- **Task**: After reading the data below, copy out every line that contains the word "Place".

- **Collected data**:
━━━━━━━━━━
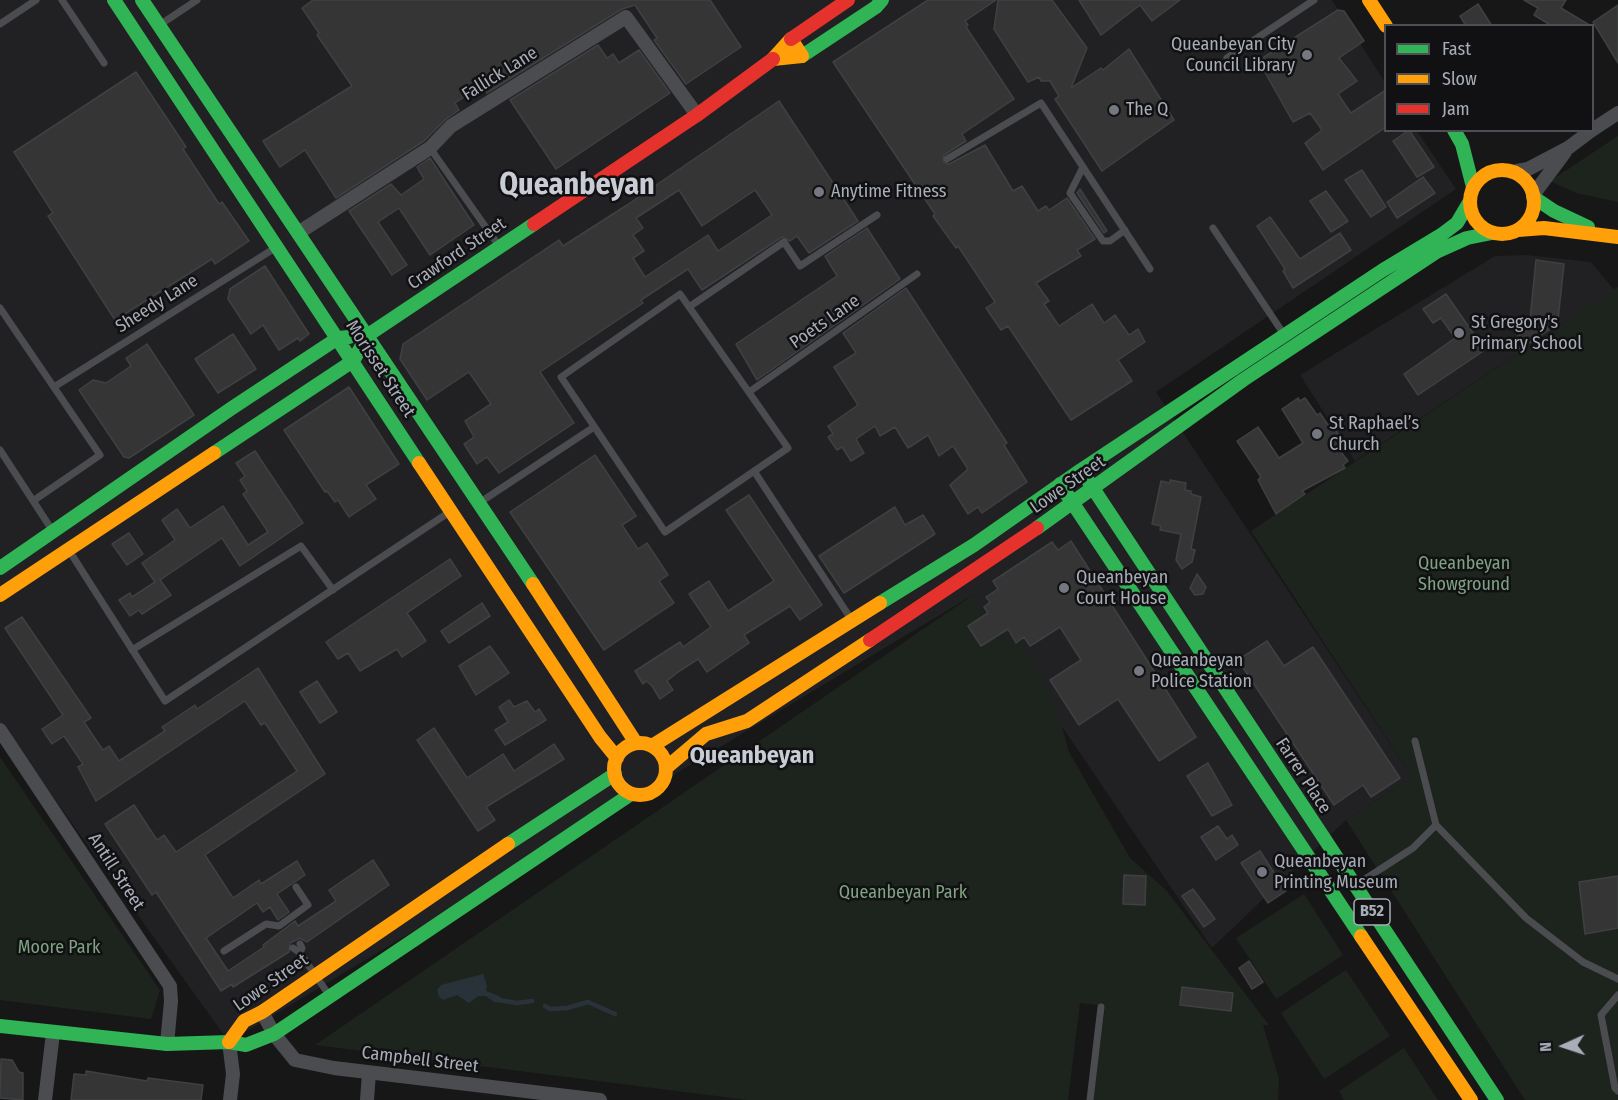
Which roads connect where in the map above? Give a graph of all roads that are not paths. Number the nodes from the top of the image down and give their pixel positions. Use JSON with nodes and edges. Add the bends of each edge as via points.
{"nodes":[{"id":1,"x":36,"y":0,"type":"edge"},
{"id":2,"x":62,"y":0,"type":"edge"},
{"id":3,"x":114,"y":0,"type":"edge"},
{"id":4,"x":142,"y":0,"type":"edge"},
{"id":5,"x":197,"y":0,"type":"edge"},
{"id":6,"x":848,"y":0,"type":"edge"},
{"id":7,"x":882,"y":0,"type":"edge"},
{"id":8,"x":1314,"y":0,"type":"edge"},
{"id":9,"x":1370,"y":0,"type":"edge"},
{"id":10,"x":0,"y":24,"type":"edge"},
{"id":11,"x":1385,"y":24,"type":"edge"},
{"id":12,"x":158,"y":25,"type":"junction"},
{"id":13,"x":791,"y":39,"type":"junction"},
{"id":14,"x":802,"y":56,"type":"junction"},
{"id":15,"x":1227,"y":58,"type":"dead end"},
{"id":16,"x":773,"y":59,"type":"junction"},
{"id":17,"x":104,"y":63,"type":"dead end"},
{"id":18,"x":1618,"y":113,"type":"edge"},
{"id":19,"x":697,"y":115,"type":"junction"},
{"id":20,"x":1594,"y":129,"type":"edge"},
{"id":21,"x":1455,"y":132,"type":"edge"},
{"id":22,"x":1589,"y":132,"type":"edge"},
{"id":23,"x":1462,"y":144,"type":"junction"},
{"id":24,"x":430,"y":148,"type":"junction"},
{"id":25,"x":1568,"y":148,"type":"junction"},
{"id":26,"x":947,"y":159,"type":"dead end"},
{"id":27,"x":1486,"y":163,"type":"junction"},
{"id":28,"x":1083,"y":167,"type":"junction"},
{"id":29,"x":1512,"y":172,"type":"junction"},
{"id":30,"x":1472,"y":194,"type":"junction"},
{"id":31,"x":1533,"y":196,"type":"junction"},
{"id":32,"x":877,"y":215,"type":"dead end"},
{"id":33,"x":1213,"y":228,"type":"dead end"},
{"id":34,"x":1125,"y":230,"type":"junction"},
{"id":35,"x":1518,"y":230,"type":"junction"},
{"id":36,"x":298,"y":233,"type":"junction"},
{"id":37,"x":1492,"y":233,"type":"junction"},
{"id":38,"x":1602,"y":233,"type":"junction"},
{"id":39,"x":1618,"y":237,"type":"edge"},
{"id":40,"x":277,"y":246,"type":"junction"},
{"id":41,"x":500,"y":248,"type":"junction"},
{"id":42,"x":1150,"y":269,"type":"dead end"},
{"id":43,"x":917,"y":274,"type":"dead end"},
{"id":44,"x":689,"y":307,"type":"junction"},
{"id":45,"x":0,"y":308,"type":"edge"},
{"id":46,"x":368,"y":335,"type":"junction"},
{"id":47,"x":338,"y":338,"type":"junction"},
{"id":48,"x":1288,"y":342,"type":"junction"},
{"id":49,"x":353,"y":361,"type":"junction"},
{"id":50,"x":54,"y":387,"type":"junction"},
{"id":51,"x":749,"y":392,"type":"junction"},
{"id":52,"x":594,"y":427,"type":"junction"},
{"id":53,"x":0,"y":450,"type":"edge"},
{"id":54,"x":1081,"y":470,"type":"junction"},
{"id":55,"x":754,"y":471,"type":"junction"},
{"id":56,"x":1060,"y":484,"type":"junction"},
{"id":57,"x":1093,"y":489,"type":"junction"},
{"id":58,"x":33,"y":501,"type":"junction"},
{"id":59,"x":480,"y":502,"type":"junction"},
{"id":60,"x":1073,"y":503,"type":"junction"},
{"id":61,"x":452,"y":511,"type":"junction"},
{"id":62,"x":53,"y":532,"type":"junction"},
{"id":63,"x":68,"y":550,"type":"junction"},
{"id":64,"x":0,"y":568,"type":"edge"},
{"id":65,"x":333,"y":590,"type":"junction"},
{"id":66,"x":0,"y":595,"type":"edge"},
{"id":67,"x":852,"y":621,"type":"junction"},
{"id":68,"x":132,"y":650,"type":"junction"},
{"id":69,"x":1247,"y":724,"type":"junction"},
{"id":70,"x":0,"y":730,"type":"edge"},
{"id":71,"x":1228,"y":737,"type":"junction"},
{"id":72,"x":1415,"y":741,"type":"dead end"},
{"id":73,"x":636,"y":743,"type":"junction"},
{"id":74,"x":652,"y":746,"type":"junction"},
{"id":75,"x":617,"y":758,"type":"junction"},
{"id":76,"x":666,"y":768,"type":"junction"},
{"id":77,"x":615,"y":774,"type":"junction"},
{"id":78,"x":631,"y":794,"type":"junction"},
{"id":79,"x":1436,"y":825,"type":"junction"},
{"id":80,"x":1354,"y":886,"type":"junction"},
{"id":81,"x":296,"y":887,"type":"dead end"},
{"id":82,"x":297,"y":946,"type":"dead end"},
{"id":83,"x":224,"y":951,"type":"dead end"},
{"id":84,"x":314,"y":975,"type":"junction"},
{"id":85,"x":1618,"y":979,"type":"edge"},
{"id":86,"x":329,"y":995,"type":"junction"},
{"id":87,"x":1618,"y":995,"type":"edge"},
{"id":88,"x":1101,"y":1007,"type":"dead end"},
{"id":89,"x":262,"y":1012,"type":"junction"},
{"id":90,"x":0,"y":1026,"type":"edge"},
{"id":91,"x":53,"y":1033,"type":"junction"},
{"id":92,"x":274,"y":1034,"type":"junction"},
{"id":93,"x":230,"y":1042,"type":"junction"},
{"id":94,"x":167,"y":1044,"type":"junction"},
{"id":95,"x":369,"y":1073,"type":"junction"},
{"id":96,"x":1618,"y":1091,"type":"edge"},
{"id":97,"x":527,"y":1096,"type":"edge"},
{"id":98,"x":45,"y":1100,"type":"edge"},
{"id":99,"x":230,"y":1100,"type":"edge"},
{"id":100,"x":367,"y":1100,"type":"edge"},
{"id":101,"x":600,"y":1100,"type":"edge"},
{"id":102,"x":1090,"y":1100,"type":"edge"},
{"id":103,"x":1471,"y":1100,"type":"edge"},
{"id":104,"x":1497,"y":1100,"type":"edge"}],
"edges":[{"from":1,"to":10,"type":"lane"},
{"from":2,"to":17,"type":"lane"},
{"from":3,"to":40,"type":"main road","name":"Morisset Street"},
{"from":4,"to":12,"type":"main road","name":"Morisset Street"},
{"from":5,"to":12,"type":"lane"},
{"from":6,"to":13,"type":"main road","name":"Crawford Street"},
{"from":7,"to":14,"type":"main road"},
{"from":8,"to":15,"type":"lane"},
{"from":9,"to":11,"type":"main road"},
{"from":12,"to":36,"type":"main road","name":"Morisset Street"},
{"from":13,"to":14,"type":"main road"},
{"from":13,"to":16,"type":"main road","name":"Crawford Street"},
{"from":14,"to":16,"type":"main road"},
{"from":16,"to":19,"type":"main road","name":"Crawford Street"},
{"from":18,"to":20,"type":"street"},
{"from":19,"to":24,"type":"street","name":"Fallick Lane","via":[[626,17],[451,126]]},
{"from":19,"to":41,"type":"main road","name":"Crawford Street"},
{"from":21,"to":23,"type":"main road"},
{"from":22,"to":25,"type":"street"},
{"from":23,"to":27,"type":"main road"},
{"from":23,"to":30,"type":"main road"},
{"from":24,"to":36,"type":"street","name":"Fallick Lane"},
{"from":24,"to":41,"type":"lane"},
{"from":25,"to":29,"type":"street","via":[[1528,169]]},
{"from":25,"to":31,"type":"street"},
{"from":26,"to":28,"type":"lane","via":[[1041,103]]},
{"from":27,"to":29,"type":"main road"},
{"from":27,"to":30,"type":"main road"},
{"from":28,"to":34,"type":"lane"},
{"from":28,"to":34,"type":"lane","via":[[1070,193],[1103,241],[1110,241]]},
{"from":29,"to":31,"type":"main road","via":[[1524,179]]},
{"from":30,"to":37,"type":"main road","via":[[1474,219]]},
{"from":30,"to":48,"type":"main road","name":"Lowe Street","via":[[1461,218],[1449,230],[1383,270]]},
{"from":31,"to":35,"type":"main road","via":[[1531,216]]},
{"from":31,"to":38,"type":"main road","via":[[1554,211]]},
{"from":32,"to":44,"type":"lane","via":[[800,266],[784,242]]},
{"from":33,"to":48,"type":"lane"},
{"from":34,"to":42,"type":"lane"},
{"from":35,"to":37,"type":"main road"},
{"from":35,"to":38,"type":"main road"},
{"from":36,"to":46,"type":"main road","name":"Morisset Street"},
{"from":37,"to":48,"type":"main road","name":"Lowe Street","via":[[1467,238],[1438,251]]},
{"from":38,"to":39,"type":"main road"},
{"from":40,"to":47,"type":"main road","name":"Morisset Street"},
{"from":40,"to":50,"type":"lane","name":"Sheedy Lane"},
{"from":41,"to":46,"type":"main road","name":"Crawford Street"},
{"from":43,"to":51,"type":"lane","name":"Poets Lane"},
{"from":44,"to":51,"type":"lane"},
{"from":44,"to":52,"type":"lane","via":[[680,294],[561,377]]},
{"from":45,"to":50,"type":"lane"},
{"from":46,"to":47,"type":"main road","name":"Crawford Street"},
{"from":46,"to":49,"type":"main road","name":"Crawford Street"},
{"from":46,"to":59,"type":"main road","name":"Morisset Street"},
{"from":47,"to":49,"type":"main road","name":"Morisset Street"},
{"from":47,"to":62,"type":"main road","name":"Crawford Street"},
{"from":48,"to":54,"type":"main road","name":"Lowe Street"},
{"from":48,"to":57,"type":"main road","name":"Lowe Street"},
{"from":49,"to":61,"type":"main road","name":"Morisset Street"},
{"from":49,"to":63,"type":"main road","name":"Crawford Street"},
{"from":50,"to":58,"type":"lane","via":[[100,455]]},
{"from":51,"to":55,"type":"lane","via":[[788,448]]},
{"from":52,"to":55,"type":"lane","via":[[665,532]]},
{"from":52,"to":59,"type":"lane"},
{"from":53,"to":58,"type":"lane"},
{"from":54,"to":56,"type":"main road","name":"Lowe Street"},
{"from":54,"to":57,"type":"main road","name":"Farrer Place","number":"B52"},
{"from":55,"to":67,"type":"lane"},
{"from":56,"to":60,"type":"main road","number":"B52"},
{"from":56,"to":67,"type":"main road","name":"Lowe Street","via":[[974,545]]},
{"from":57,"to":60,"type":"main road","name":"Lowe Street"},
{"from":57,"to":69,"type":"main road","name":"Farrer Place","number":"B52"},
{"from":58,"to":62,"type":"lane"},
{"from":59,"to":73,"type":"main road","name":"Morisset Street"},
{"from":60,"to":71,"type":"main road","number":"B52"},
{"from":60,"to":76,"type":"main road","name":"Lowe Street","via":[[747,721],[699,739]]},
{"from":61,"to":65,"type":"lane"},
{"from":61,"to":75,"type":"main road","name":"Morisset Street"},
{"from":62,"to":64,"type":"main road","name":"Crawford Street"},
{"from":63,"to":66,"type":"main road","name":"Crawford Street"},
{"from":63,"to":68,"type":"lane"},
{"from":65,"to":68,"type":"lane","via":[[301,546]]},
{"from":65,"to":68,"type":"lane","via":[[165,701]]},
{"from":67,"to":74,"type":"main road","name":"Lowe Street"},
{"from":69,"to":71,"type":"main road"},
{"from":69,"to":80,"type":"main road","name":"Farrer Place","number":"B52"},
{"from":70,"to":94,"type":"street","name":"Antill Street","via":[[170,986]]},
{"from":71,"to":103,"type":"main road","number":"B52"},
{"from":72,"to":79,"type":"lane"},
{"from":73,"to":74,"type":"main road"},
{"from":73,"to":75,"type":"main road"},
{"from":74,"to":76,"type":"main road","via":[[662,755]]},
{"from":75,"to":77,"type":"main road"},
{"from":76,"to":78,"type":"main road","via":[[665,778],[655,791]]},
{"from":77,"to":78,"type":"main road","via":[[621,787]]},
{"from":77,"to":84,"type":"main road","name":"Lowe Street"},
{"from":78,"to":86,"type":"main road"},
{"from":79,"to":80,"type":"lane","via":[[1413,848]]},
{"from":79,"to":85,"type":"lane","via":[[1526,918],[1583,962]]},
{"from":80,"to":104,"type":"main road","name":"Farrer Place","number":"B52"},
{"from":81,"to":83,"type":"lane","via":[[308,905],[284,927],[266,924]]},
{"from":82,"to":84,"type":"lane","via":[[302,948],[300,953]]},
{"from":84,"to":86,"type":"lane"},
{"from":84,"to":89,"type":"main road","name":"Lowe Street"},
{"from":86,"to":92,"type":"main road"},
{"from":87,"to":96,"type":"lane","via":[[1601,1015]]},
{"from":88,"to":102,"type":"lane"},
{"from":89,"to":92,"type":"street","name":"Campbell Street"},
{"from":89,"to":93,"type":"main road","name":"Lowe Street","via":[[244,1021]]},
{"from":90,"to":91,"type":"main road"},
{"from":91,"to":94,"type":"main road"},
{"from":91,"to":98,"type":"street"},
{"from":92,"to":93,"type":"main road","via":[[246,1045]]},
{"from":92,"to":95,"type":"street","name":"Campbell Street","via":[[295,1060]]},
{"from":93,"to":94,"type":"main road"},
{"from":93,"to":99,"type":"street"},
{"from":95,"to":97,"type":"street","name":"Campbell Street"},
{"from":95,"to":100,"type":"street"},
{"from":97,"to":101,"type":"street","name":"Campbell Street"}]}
━━━━━━━━━━
- **Response area**:
{"from":54,"to":57,"type":"main road","name":"Farrer Place","number":"B52"},
{"from":57,"to":69,"type":"main road","name":"Farrer Place","number":"B52"},
{"from":69,"to":80,"type":"main road","name":"Farrer Place","number":"B52"},
{"from":80,"to":104,"type":"main road","name":"Farrer Place","number":"B52"},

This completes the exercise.